What is being asked: The entries below need to be transcribed verbatim.
──────── Exercise materials ────────
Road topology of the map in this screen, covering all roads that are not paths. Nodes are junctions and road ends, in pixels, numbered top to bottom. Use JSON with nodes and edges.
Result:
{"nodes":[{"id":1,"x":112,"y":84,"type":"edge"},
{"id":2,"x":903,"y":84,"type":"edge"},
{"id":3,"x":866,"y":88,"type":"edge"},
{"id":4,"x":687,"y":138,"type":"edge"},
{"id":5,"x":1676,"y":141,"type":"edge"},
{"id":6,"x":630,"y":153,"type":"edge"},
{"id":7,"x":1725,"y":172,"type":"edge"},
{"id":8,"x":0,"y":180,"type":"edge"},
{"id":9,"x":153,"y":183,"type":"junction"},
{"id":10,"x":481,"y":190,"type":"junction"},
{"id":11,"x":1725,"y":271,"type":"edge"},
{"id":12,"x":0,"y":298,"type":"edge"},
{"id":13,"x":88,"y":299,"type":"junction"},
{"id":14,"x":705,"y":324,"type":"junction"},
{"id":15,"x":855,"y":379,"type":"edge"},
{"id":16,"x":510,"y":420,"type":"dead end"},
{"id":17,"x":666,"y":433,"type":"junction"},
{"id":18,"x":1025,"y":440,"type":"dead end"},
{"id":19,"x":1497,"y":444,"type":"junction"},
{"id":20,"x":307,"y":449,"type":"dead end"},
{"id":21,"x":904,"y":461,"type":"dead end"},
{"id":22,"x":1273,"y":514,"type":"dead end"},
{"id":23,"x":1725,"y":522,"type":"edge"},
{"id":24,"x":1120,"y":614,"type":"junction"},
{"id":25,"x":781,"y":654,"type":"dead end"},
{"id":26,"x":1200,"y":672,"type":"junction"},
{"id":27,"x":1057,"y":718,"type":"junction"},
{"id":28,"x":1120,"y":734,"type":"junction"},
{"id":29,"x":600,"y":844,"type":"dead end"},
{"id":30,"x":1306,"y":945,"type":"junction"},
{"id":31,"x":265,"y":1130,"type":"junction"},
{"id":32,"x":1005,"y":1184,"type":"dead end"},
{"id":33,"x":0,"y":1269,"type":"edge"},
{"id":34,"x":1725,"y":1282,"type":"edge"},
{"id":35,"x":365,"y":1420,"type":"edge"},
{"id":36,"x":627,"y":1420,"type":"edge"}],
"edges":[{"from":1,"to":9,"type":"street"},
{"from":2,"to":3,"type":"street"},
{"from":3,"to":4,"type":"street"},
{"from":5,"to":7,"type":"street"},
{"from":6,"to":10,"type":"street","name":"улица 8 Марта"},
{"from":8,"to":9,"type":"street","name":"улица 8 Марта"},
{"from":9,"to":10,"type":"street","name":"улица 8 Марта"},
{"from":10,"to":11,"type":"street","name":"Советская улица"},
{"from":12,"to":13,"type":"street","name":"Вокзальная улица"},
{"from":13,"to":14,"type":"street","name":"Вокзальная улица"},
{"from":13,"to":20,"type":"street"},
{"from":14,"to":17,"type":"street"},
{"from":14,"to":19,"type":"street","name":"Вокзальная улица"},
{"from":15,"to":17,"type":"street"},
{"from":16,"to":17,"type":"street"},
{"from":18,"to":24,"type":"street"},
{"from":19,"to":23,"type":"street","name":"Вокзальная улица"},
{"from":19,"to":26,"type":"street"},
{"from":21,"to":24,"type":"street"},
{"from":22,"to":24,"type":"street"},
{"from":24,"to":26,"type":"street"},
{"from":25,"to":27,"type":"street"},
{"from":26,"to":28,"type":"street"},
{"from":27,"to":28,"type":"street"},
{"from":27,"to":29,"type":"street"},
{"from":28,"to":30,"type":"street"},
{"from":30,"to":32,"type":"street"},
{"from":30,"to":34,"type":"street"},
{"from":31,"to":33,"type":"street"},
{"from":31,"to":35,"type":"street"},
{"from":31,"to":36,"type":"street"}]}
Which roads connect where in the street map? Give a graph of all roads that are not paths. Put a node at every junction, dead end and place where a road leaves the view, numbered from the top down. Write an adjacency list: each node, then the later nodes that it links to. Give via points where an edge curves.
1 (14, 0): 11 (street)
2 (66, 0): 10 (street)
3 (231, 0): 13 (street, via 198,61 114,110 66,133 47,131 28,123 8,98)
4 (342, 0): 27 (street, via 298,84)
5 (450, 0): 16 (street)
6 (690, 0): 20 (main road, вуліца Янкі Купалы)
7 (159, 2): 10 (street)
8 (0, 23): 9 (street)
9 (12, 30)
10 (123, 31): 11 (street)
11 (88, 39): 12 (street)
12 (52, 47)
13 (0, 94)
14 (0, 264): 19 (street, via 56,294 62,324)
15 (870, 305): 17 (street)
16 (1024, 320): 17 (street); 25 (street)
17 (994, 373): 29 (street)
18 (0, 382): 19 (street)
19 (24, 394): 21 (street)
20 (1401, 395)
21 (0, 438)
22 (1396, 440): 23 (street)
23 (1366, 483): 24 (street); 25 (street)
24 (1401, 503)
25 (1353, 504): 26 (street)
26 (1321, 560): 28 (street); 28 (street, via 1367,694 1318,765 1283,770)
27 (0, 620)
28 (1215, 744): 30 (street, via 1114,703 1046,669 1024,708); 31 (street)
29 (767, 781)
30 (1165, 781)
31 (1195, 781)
────────
Exercise answer:
Road topology of the map in this screen, covering all roads that are not paths. Nodes are junctions and road ends, in pixels, numbered top to bottom. Use JSON with nodes and edges.
Result:
{"nodes":[{"id":1,"x":112,"y":84,"type":"edge"},
{"id":2,"x":903,"y":84,"type":"edge"},
{"id":3,"x":866,"y":88,"type":"edge"},
{"id":4,"x":687,"y":138,"type":"edge"},
{"id":5,"x":1676,"y":141,"type":"edge"},
{"id":6,"x":630,"y":153,"type":"edge"},
{"id":7,"x":1725,"y":172,"type":"edge"},
{"id":8,"x":0,"y":180,"type":"edge"},
{"id":9,"x":153,"y":183,"type":"junction"},
{"id":10,"x":481,"y":190,"type":"junction"},
{"id":11,"x":1725,"y":271,"type":"edge"},
{"id":12,"x":0,"y":298,"type":"edge"},
{"id":13,"x":88,"y":299,"type":"junction"},
{"id":14,"x":705,"y":324,"type":"junction"},
{"id":15,"x":855,"y":379,"type":"edge"},
{"id":16,"x":510,"y":420,"type":"dead end"},
{"id":17,"x":666,"y":433,"type":"junction"},
{"id":18,"x":1025,"y":440,"type":"dead end"},
{"id":19,"x":1497,"y":444,"type":"junction"},
{"id":20,"x":307,"y":449,"type":"dead end"},
{"id":21,"x":904,"y":461,"type":"dead end"},
{"id":22,"x":1273,"y":514,"type":"dead end"},
{"id":23,"x":1725,"y":522,"type":"edge"},
{"id":24,"x":1120,"y":614,"type":"junction"},
{"id":25,"x":781,"y":654,"type":"dead end"},
{"id":26,"x":1200,"y":672,"type":"junction"},
{"id":27,"x":1057,"y":718,"type":"junction"},
{"id":28,"x":1120,"y":734,"type":"junction"},
{"id":29,"x":600,"y":844,"type":"dead end"},
{"id":30,"x":1306,"y":945,"type":"junction"},
{"id":31,"x":265,"y":1130,"type":"junction"},
{"id":32,"x":1005,"y":1184,"type":"dead end"},
{"id":33,"x":0,"y":1269,"type":"edge"},
{"id":34,"x":1725,"y":1282,"type":"edge"},
{"id":35,"x":365,"y":1420,"type":"edge"},
{"id":36,"x":627,"y":1420,"type":"edge"}],
"edges":[{"from":1,"to":9,"type":"street"},
{"from":2,"to":3,"type":"street"},
{"from":3,"to":4,"type":"street"},
{"from":5,"to":7,"type":"street"},
{"from":6,"to":10,"type":"street","name":"улица 8 Марта"},
{"from":8,"to":9,"type":"street","name":"улица 8 Марта"},
{"from":9,"to":10,"type":"street","name":"улица 8 Марта"},
{"from":10,"to":11,"type":"street","name":"Советская улица"},
{"from":12,"to":13,"type":"street","name":"Вокзальная улица"},
{"from":13,"to":14,"type":"street","name":"Вокзальная улица"},
{"from":13,"to":20,"type":"street"},
{"from":14,"to":17,"type":"street"},
{"from":14,"to":19,"type":"street","name":"Вокзальная улица"},
{"from":15,"to":17,"type":"street"},
{"from":16,"to":17,"type":"street"},
{"from":18,"to":24,"type":"street"},
{"from":19,"to":23,"type":"street","name":"Вокзальная улица"},
{"from":19,"to":26,"type":"street"},
{"from":21,"to":24,"type":"street"},
{"from":22,"to":24,"type":"street"},
{"from":24,"to":26,"type":"street"},
{"from":25,"to":27,"type":"street"},
{"from":26,"to":28,"type":"street"},
{"from":27,"to":28,"type":"street"},
{"from":27,"to":29,"type":"street"},
{"from":28,"to":30,"type":"street"},
{"from":30,"to":32,"type":"street"},
{"from":30,"to":34,"type":"street"},
{"from":31,"to":33,"type":"street"},
{"from":31,"to":35,"type":"street"},
{"from":31,"to":36,"type":"street"}]}
Which roads connect where in the street map? Give a graph of all roads that are not paths. Put a node at every junction, dead end and place where a road leaves the view, numbered from the top down. Write an adjacency list: each node, then the later nodes that it links to. Give via points where an edge curves.
1 (14, 0): 11 (street)
2 (66, 0): 10 (street)
3 (231, 0): 13 (street, via 198,61 114,110 66,133 47,131 28,123 8,98)
4 (342, 0): 27 (street, via 298,84)
5 (450, 0): 16 (street)
6 (690, 0): 20 (main road, вуліца Янкі Купалы)
7 (159, 2): 10 (street)
8 (0, 23): 9 (street)
9 (12, 30)
10 (123, 31): 11 (street)
11 (88, 39): 12 (street)
12 (52, 47)
13 (0, 94)
14 (0, 264): 19 (street, via 56,294 62,324)
15 (870, 305): 17 (street)
16 (1024, 320): 17 (street); 25 (street)
17 (994, 373): 29 (street)
18 (0, 382): 19 (street)
19 (24, 394): 21 (street)
20 (1401, 395)
21 (0, 438)
22 (1396, 440): 23 (street)
23 (1366, 483): 24 (street); 25 (street)
24 (1401, 503)
25 (1353, 504): 26 (street)
26 (1321, 560): 28 (street); 28 (street, via 1367,694 1318,765 1283,770)
27 (0, 620)
28 (1215, 744): 30 (street, via 1114,703 1046,669 1024,708); 31 (street)
29 (767, 781)
30 (1165, 781)
31 (1195, 781)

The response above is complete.